Como en una lluvia de meteoritos, nos caen de golpe distintas traducciones de Stanislaw Lem. La editorial española Funambulista editó la autobiografía y también Provocación, mientras que Impedimenta, desde hace algunos años, viene retraduciendo directamente desde el polaco una gran parte de su obra editada hace ya más de treinta años por Bruguera y Alianza. Edhasa (Argentina), por su parte, sacó una tercera traducción de Solaris, del polaco al rioplatense, algo que la querida Minotauro en su momento había hecho del francés.
Entre todas estas novedades, está Máscara, trece cuentos y relatos largos (algunos se acercan, por extensión y estructura, a la nouvelle) que nunca habían sido editados en conjunto. Lem tenía una manía por agrupar sus relatos por temáticas. Los viajes interestelares y las hipótesis sobre vidas extraterrestres de Ciberiada no se condicen con las biografías imaginarias a la Borges/Schwob de Vacío Perfecto, ni con la novela El invencible donde la inminente computación brindaba conexiones insospechadas para nuevas formas biotecnológicas. A lo largo de sus años, Lem no dejó de publicar ocasionalmente relatos que quedaron por fuera de estas manías temáticas. Esos textos componen el nuevo volumen de Impedimenta y se conectan con su obra como un organismo multicelular voraz, de 1957 hasta mediados de los noventa.

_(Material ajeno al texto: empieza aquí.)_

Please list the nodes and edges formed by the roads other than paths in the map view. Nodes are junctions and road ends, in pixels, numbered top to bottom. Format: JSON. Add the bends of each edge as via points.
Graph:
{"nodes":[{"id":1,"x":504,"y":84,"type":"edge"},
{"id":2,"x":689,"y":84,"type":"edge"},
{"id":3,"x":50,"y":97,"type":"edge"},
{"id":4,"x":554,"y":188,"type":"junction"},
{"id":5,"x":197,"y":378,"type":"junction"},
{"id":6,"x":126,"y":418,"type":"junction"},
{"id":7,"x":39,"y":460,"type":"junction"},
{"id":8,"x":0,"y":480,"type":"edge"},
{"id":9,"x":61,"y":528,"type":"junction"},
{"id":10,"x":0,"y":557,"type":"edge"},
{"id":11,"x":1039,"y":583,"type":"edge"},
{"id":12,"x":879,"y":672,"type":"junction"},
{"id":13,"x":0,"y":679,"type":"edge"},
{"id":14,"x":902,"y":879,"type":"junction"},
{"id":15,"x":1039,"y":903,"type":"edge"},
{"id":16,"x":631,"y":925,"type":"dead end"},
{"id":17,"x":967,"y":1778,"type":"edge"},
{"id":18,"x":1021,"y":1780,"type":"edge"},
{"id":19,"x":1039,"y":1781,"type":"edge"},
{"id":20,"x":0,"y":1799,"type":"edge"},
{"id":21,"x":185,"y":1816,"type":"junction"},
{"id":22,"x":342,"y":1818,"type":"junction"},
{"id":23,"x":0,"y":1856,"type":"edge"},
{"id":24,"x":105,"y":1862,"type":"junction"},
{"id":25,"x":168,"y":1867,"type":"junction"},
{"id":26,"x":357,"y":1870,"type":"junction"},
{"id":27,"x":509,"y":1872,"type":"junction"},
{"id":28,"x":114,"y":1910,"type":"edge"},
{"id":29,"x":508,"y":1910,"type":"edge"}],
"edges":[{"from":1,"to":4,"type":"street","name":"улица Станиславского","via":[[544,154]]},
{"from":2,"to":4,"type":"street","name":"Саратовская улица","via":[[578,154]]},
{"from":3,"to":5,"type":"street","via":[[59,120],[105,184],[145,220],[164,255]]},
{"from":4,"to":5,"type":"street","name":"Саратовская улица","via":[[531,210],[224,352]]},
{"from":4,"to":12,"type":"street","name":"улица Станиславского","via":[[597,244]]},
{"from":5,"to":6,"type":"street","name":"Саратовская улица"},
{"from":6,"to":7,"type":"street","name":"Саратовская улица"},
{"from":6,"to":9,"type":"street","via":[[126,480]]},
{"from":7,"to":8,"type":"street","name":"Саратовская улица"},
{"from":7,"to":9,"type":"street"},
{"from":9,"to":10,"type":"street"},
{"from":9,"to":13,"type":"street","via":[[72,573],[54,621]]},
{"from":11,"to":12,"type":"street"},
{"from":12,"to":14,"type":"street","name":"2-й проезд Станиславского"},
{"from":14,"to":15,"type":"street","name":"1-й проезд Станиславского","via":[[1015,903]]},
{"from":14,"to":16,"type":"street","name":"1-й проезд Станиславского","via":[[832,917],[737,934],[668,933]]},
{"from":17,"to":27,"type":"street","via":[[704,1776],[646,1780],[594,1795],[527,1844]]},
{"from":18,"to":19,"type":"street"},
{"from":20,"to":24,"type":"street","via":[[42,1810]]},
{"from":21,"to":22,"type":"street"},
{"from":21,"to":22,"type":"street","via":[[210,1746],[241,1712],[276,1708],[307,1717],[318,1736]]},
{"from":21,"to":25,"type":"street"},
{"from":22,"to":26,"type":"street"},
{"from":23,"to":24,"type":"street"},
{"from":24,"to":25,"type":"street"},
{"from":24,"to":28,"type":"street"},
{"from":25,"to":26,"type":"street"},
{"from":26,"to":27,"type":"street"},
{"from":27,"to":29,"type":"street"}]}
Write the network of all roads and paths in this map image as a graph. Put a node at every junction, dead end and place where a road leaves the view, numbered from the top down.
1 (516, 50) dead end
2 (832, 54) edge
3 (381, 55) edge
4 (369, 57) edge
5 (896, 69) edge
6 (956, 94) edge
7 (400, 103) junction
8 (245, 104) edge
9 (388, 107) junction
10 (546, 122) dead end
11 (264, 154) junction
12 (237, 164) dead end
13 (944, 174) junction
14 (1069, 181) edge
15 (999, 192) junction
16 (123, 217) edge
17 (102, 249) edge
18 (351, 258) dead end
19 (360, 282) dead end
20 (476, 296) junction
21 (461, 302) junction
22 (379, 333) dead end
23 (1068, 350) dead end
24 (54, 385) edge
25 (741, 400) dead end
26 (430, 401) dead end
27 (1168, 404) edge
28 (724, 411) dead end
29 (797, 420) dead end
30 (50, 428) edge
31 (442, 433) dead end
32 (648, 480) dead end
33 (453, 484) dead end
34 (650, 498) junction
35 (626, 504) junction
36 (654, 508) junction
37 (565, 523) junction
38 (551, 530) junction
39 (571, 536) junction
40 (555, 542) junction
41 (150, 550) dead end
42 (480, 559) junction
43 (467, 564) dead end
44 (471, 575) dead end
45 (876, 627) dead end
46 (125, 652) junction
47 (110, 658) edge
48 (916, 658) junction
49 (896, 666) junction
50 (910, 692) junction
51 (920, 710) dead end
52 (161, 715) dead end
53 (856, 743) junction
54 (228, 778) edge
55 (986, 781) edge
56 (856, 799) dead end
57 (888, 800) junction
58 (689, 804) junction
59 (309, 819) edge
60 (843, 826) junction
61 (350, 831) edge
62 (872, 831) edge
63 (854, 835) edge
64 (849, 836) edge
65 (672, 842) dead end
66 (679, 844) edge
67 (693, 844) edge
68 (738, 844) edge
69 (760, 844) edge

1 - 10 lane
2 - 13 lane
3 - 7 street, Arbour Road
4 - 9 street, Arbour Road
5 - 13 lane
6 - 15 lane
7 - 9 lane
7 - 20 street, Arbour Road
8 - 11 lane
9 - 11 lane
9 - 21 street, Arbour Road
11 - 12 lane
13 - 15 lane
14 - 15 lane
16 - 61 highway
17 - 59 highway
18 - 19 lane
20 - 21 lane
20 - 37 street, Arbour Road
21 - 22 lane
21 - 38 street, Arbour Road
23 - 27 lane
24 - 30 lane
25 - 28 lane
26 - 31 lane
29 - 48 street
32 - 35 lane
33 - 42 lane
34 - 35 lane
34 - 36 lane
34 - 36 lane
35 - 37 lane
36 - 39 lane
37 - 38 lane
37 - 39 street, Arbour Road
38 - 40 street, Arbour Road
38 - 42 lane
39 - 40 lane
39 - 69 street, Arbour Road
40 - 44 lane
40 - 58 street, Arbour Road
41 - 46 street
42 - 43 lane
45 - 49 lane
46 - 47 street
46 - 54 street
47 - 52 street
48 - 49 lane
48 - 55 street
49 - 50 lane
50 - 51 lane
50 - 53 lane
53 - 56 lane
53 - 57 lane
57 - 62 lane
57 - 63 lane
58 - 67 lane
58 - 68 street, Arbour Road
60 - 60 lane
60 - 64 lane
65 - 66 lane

Este libro casi póstumo, podríamos decir, se convierte en una puerta de ingreso a las obsesiones más recurrentes de Lem. Sus profecías morales sobre la biotecnología, las invasiones extraterrestres (con cierto tono humorístico y paródico, algo que cultivó muy bien), la pregunta por la existencia de vida más allá de nuestro planetita que se transforma en la pregunta espejo por la propia existencia humana, la manipulación de la misma Naturaleza sobre sus propias formas de vida para deformarlas y crear nuevos seres, su obsesión mecánica por la fisonomía de las computadoras (sorprende leer un cuento como “El amigo”, donde parece adelantarse a la película ultra indie Her de Spike Jonze), trece relatos cuyas formas se despliegan con la maestría de la prosa de Lem. Da gusto perderse ahí. Creer que de golpe unas pelotas pueden caer del cielo, extraños huevos con sustancias protoplasmática, y copiar las formas de vida, y eso derivar en una reflexión sobre las posibilidades de la vida en otros planetas, posibilidades que nos resulta imposible no concebirlas desde nuestro antropocentrismo en el cuento “Invasión”, que tiene mucha relación con Solaris. Creer que dos astronautas terminan perdidos en un laberinto que vive, es decir, perderse en un laberinto orgánico como en una enorme ballena extraterrestres. Creer que una enamorada no correspondida se convierte en una mantis religiosa mecánica, con un aguijón a ser clavado en el amado. Creer que el moho se puede convertir en un arma más letal que la bomba atómica, que viajar más rápido que la luz puede tener consecuencias psicológicas trascendentales, que un tipo encerrado en un neuropisquiátrico guarda la verdad sobre una película hecha con plasma (¿alguien pensó que se podían sacar imágenes de los plasmas?). Creer que las computadoras tienen siempre alguna respuesta a los solipsismos que ellas mismas generan.
Es un placer perderse en el laberinto de una imaginación que atravesó tangencialmente la última mitad del siglo XX, cuando la carrera por el espacio era tema de primera plana y la evolución de las computadoras ponía en peligro la razón humana. Una inteligencia que no parece conocer límites o por ser consciente de sus propios límites se permite ser ilimitada.